EXERCISE: When you reach the line containing "thumb cmc: (358, 159)", begin copying exactly, and keep going through the last line of the records below, copying nothing before it.

DATASET EXTRACT:

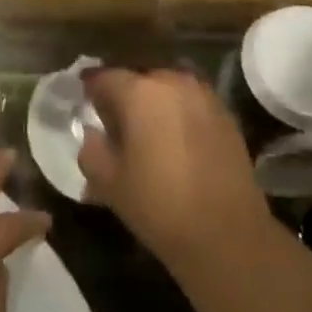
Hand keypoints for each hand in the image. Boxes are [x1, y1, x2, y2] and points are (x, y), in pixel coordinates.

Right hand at [77, 68, 269, 275]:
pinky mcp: (225, 113)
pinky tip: (176, 142)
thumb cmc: (159, 206)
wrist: (227, 235)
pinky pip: (190, 102)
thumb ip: (91, 149)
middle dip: (124, 95)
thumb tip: (93, 132)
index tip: (84, 102)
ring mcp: (202, 94)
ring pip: (167, 88)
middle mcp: (171, 81)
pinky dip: (178, 114)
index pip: (104, 77)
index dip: (91, 88)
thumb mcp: (109, 183)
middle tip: (114, 122)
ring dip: (153, 103)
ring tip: (147, 132)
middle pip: (138, 78)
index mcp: (139, 91)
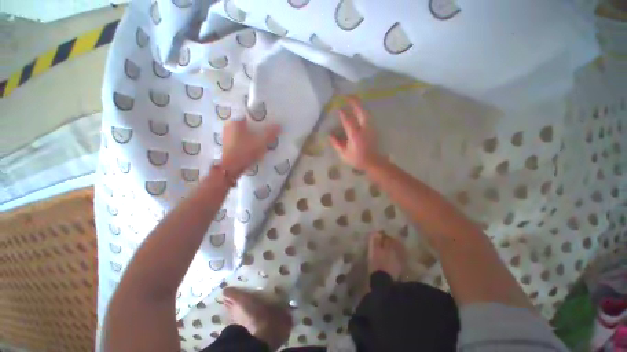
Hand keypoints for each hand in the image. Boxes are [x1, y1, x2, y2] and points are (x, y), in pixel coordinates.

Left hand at [221, 118, 280, 175]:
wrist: (231, 169)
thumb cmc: (245, 151)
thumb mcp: (261, 142)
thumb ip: (271, 133)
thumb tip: (280, 125)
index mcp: (235, 121)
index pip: (250, 116)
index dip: (260, 120)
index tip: (268, 124)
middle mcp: (229, 127)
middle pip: (247, 125)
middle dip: (257, 129)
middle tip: (267, 133)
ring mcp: (227, 137)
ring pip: (243, 134)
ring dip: (252, 136)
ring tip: (262, 141)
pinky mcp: (228, 146)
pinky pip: (240, 141)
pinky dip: (247, 143)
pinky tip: (254, 148)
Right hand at [330, 97, 381, 169]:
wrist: (373, 162)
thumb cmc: (358, 159)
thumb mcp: (344, 154)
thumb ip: (337, 144)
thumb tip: (330, 135)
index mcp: (355, 136)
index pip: (348, 121)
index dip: (343, 114)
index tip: (338, 108)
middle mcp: (364, 129)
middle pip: (361, 111)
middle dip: (354, 102)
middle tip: (347, 96)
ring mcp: (370, 128)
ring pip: (366, 112)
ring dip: (359, 105)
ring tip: (352, 100)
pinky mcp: (373, 129)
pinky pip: (367, 116)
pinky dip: (363, 110)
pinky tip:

YOUR RESPONSE:
thumb cmc: (358, 159)
thumb mcp: (344, 154)
thumb ip: (337, 144)
thumb tip: (330, 135)
index mcp: (355, 136)
index pip: (348, 121)
index dip: (343, 114)
index tip: (338, 108)
middle mcp: (364, 129)
middle pip: (361, 111)
middle dip: (354, 102)
middle tip: (347, 96)
ring mcp: (370, 128)
ring pip: (366, 112)
ring dip: (359, 105)
ring tip: (352, 100)
pinky mcp: (373, 129)
pinky pip: (367, 116)
pinky dip: (363, 110)
pinky tip:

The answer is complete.